→ WORK TO COMPLETE: Even where a record seems odd, copy it exactly as it appears below.

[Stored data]
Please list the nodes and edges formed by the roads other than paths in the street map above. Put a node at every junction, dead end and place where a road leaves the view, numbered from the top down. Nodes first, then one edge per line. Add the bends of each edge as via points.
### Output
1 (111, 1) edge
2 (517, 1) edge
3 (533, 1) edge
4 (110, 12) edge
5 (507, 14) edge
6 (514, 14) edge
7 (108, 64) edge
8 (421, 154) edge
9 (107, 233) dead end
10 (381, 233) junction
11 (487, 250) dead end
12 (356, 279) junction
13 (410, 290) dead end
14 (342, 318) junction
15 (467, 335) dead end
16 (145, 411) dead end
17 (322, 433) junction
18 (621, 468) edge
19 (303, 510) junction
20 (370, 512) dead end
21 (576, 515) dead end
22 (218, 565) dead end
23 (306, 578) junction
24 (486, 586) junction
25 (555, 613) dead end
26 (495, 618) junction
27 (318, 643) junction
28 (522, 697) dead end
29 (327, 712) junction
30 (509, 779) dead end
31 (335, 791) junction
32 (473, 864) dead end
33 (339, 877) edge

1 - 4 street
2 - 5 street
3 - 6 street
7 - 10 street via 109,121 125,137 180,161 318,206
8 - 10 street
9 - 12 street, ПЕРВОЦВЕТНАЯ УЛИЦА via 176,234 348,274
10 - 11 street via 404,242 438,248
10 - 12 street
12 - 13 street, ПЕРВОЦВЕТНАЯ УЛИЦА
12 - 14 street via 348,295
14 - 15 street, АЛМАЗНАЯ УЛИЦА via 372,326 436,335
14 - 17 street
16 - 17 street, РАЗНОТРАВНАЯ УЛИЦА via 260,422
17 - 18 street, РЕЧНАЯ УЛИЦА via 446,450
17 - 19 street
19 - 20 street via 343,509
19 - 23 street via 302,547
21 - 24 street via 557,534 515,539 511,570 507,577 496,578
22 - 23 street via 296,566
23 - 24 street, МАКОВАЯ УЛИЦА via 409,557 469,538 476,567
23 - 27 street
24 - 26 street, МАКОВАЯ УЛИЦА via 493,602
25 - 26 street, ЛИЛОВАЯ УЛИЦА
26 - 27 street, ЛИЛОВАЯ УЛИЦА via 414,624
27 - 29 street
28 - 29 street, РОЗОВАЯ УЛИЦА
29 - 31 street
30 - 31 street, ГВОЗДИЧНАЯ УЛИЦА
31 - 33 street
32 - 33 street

→ RESULT FOR THIS TASK:
Please list the nodes and edges formed by the roads other than paths in the street map above. Put a node at every junction, dead end and place where a road leaves the view, numbered from the top down. Nodes first, then one edge per line. Add the bends of each edge as via points.
### Output
1 (111, 1) edge
2 (517, 1) edge
3 (533, 1) edge
4 (110, 12) edge
5 (507, 14) edge
6 (514, 14) edge
7 (108, 64) edge
8 (421, 154) edge
9 (107, 233) dead end
10 (381, 233) junction
11 (487, 250) dead end
12 (356, 279) junction
13 (410, 290) dead end
14 (342, 318) junction
15 (467, 335) dead end
16 (145, 411) dead end
17 (322, 433) junction
18 (621, 468) edge
19 (303, 510) junction
20 (370, 512) dead end
21 (576, 515) dead end
22 (218, 565) dead end
23 (306, 578) junction
24 (486, 586) junction
25 (555, 613) dead end
26 (495, 618) junction
27 (318, 643) junction
28 (522, 697) dead end
29 (327, 712) junction
30 (509, 779) dead end
31 (335, 791) junction
32 (473, 864) dead end
33 (339, 877) edge

1 - 4 street
2 - 5 street
3 - 6 street
7 - 10 street via 109,121 125,137 180,161 318,206
8 - 10 street
9 - 12 street, ПЕРВОЦВЕТНАЯ УЛИЦА via 176,234 348,274
10 - 11 street via 404,242 438,248
10 - 12 street
12 - 13 street, ПЕРВОЦВЕТНАЯ УЛИЦА
12 - 14 street via 348,295
14 - 15 street, АЛМАЗНАЯ УЛИЦА via 372,326 436,335
14 - 17 street
16 - 17 street, РАЗНОТРАВНАЯ УЛИЦА via 260,422
17 - 18 street, РЕЧНАЯ УЛИЦА via 446,450
17 - 19 street
19 - 20 street via 343,509
19 - 23 street via 302,547
21 - 24 street via 557,534 515,539 511,570 507,577 496,578
22 - 23 street via 296,566
23 - 24 street, МАКОВАЯ УЛИЦА via 409,557 469,538 476,567
23 - 27 street
24 - 26 street, МАКОВАЯ УЛИЦА via 493,602
25 - 26 street, ЛИЛОВАЯ УЛИЦА
26 - 27 street, ЛИЛОВАЯ УЛИЦА via 414,624
27 - 29 street
28 - 29 street, РОЗОВАЯ УЛИЦА
29 - 31 street
30 - 31 street, ГВОЗДИЧНАЯ УЛИЦА
31 - 33 street
32 - 33 street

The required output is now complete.